* The task
Please reproduce all entries word for word and omit their pictures.

-------- Record extracts --------

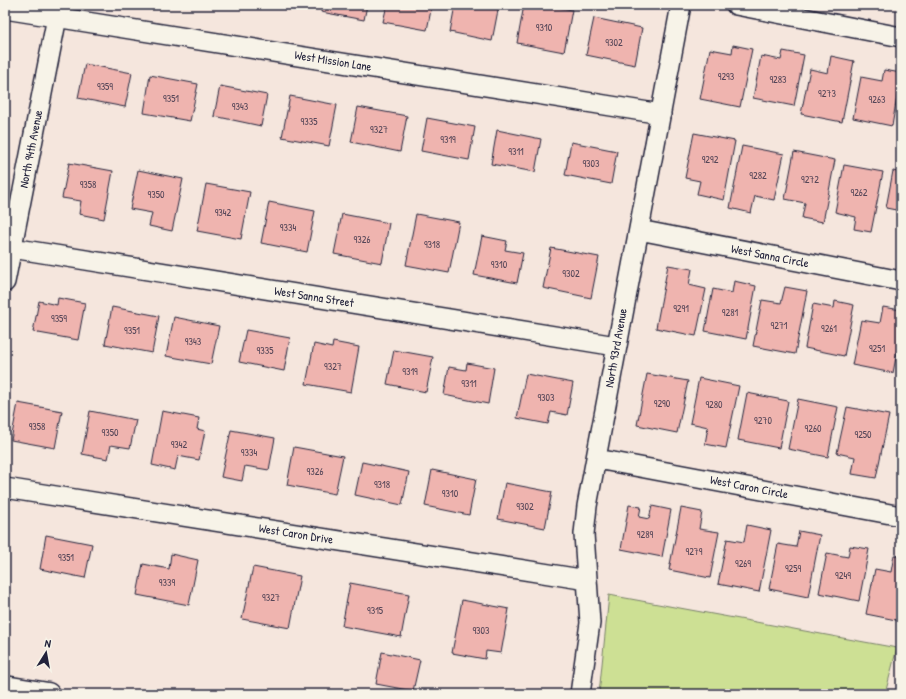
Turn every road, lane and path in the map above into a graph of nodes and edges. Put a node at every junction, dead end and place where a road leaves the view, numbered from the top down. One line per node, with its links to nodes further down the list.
1 (681, 5): 6 (street, North 93rd Avenue)
2 (736, 5): 5 (street)
3 (5, 9): 4 (street, West Mission Lane)
4 (57, 17): 6 (street, West Mission Lane); 8 (street, North 94th Avenue)
5 (901, 37)
6 (661, 114): 7 (street, North 93rd Avenue)
7 (639, 230): 9 (street, West Sanna Circle); 11 (street, North 93rd Avenue)
8 (12, 248): 10 (street, North 94th Avenue); 11 (street, West Sanna Street)
9 (901, 281)
10 (5, 282)
11 (616, 346): 12 (street, North 93rd Avenue)
12 (597, 459): 14 (street, West Caron Circle); 15 (street, North 93rd Avenue)
13 (5, 488): 15 (street, West Caron Drive)
14 (901, 516)
15 (587, 580): 18 (street, North 93rd Avenue)
16 (5, 687): 17 (main road)
17 (48, 694)
18 (580, 694)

--------

* Response
Turn every road, lane and path in the map above into a graph of nodes and edges. Put a node at every junction, dead end and place where a road leaves the view, numbered from the top down. One line per node, with its links to nodes further down the list.
1 (681, 5): 6 (street, North 93rd Avenue)
2 (736, 5): 5 (street)
3 (5, 9): 4 (street, West Mission Lane)
4 (57, 17): 6 (street, West Mission Lane); 8 (street, North 94th Avenue)
5 (901, 37)
6 (661, 114): 7 (street, North 93rd Avenue)
7 (639, 230): 9 (street, West Sanna Circle); 11 (street, North 93rd Avenue)
8 (12, 248): 10 (street, North 94th Avenue); 11 (street, West Sanna Street)
9 (901, 281)
10 (5, 282)
11 (616, 346): 12 (street, North 93rd Avenue)
12 (597, 459): 14 (street, West Caron Circle); 15 (street, North 93rd Avenue)
13 (5, 488): 15 (street, West Caron Drive)
14 (901, 516)
15 (587, 580): 18 (street, North 93rd Avenue)
16 (5, 687): 17 (main road)
17 (48, 694)
18 (580, 694)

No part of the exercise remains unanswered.